◆ SOURCE DATA

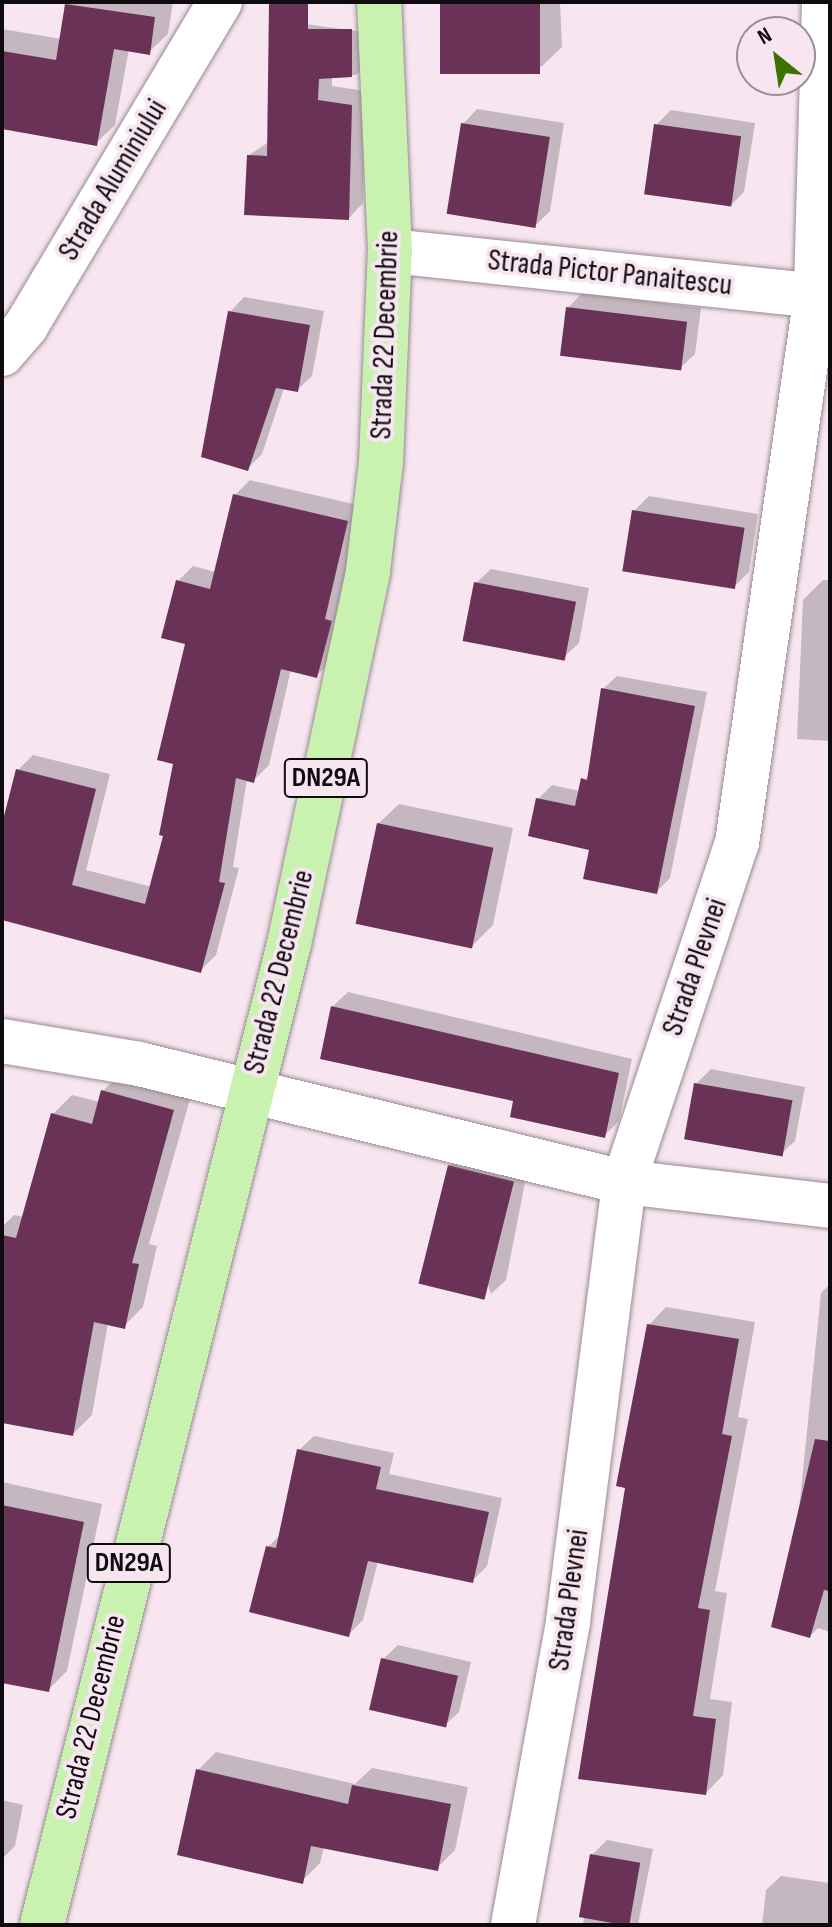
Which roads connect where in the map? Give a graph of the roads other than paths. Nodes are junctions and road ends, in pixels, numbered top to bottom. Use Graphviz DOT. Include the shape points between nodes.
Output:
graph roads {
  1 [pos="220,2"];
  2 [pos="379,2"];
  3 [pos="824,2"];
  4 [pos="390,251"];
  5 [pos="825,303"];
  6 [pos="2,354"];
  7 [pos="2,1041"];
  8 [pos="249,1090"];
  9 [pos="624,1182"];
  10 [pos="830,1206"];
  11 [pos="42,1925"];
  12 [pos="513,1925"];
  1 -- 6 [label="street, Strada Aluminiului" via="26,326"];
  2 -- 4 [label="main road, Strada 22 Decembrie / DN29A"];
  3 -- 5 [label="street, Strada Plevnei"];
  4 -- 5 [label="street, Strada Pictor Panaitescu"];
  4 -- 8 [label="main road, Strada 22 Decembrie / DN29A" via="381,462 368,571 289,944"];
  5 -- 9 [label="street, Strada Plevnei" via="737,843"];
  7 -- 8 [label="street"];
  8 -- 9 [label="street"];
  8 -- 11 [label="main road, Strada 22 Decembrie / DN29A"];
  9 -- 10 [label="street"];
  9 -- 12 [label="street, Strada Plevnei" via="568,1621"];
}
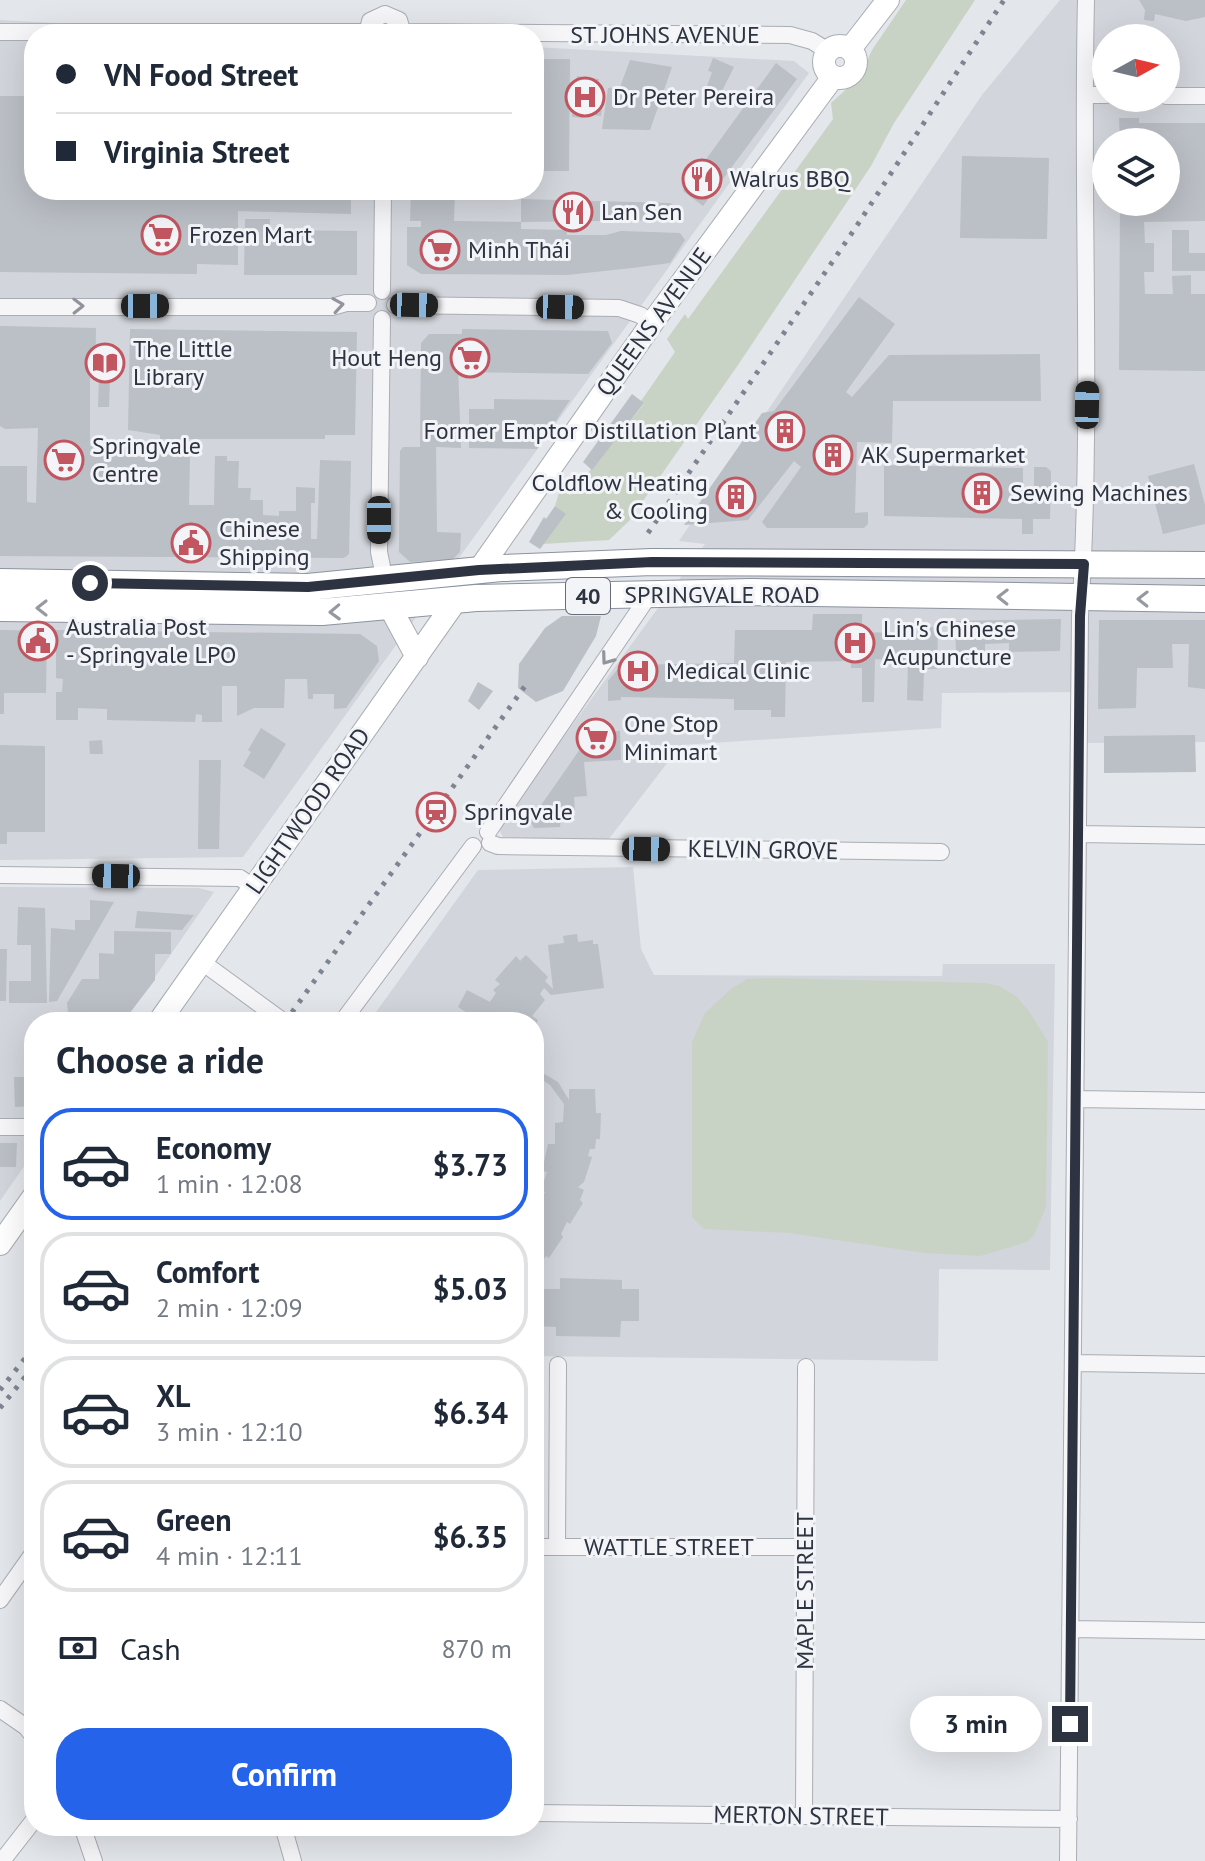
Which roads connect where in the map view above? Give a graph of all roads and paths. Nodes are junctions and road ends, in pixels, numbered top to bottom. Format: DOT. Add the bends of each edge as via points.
...
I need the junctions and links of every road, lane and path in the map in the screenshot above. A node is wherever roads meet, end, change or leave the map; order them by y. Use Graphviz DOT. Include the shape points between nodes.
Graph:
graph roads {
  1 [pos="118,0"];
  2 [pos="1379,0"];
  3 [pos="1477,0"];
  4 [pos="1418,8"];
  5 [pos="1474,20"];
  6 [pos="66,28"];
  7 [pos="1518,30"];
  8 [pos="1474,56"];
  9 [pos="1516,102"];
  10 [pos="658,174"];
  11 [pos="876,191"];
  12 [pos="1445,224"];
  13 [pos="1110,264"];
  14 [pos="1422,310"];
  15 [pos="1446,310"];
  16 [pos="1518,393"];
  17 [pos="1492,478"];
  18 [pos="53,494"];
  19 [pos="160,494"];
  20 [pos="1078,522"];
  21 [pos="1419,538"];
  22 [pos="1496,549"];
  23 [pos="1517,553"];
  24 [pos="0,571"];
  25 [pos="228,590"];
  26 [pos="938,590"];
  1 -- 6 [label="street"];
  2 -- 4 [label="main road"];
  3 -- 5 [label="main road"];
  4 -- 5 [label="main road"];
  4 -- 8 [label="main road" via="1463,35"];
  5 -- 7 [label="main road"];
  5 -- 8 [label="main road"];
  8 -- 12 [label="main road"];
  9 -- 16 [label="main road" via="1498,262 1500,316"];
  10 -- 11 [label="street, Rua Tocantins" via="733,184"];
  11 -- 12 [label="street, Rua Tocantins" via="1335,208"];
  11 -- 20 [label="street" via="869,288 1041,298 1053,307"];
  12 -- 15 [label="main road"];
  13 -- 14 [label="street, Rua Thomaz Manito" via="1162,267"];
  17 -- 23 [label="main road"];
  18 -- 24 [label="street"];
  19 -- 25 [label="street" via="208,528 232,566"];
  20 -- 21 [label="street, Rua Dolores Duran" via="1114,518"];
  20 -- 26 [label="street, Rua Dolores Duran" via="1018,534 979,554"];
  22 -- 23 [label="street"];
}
* * *
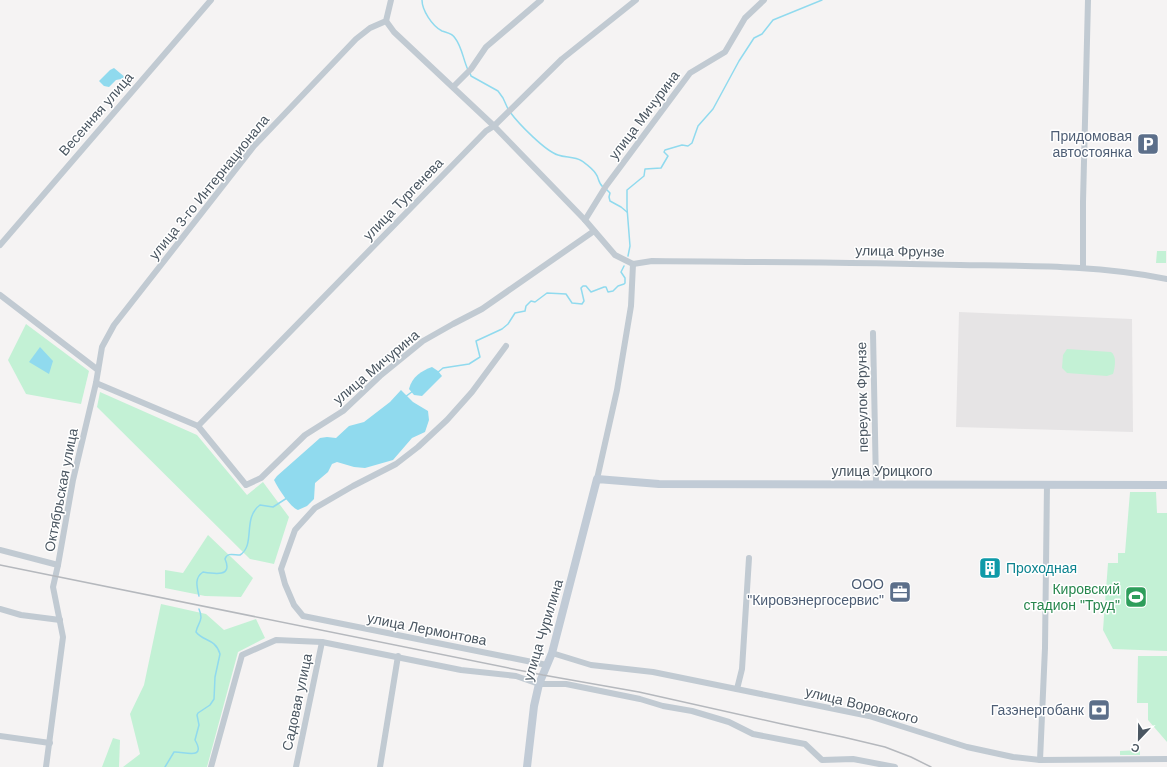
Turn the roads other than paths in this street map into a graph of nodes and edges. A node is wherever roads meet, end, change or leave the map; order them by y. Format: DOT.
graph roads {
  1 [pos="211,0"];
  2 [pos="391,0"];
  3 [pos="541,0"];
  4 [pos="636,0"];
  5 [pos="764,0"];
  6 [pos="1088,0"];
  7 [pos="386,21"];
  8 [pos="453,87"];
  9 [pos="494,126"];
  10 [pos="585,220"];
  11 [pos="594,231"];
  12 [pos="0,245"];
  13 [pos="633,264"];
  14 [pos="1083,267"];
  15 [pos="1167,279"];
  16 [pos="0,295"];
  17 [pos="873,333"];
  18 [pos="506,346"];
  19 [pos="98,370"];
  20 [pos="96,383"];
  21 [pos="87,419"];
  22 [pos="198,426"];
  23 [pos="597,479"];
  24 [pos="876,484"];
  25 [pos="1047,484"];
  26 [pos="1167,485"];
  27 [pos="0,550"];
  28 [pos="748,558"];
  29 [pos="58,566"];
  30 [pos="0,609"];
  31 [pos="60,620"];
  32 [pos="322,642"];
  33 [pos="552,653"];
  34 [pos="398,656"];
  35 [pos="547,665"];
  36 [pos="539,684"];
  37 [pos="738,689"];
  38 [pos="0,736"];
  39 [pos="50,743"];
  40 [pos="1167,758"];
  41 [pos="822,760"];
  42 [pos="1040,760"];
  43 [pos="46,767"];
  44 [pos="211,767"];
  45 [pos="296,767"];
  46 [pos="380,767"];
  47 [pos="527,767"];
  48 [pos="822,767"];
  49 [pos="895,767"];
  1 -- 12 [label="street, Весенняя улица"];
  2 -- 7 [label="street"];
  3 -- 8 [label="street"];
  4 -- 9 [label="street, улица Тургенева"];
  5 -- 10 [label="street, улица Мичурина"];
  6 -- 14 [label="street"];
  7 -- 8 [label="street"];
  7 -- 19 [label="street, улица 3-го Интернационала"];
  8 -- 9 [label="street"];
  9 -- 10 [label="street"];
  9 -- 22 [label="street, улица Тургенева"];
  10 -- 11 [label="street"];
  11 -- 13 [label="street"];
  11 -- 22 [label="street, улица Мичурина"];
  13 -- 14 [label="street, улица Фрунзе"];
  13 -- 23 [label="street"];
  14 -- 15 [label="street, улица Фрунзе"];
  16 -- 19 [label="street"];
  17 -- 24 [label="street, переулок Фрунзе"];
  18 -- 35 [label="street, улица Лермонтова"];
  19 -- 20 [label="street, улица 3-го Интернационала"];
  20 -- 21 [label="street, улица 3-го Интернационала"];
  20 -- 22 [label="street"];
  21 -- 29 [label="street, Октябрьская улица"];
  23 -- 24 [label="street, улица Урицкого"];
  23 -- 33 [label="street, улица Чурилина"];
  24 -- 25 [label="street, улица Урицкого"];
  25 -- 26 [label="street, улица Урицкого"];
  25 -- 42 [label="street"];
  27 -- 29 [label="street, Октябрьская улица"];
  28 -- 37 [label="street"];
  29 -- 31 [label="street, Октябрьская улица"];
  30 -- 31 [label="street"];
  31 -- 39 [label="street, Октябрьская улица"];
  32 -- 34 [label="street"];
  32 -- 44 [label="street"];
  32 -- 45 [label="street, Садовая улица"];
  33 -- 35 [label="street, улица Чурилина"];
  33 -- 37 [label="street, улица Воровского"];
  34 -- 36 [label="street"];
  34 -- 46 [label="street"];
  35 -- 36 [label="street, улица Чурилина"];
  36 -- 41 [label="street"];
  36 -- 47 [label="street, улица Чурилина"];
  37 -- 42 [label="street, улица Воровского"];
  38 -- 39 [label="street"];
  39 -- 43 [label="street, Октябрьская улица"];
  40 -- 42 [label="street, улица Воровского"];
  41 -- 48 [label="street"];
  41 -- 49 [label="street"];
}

◆ BRIEF
Everything from the line above that contains "Which roads connect where in the map?" down to the line that contains "Which roads connect where in the map view" must be reproduced exactly, both ends included. Omit the pictures.

◆ ANSWER BELOW
Which roads connect where in the map? Give a graph of the roads other than paths. Nodes are junctions and road ends, in pixels, numbered top to bottom. Use Graphviz DOT. Include the shape points between nodes.
Output:
graph roads {
  1 [pos="220,2"];
  2 [pos="379,2"];
  3 [pos="824,2"];
  4 [pos="390,251"];
  5 [pos="825,303"];
  6 [pos="2,354"];
  7 [pos="2,1041"];
  8 [pos="249,1090"];
  9 [pos="624,1182"];
  10 [pos="830,1206"];
  11 [pos="42,1925"];
  12 [pos="513,1925"];
  1 -- 6 [label="street, Strada Aluminiului" via="26,326"];
  2 -- 4 [label="main road, Strada 22 Decembrie / DN29A"];
  3 -- 5 [label="street, Strada Plevnei"];
  4 -- 5 [label="street, Strada Pictor Panaitescu"];
  4 -- 8 [label="main road, Strada 22 Decembrie / DN29A" via="381,462 368,571 289,944"];
  5 -- 9 [label="street, Strada Plevnei" via="737,843"];
  7 -- 8 [label="street"];
  8 -- 9 [label="street"];
  8 -- 11 [label="main road, Strada 22 Decembrie / DN29A"];
  9 -- 10 [label="street"];
  9 -- 12 [label="street, Strada Plevnei" via="568,1621"];
}
Which roads connect where in the map view above? Give a graph of all roads and paths. Nodes are junctions and road ends, in pixels, numbered top to bottom. Format: DOT. Add the bends of each edge as via points.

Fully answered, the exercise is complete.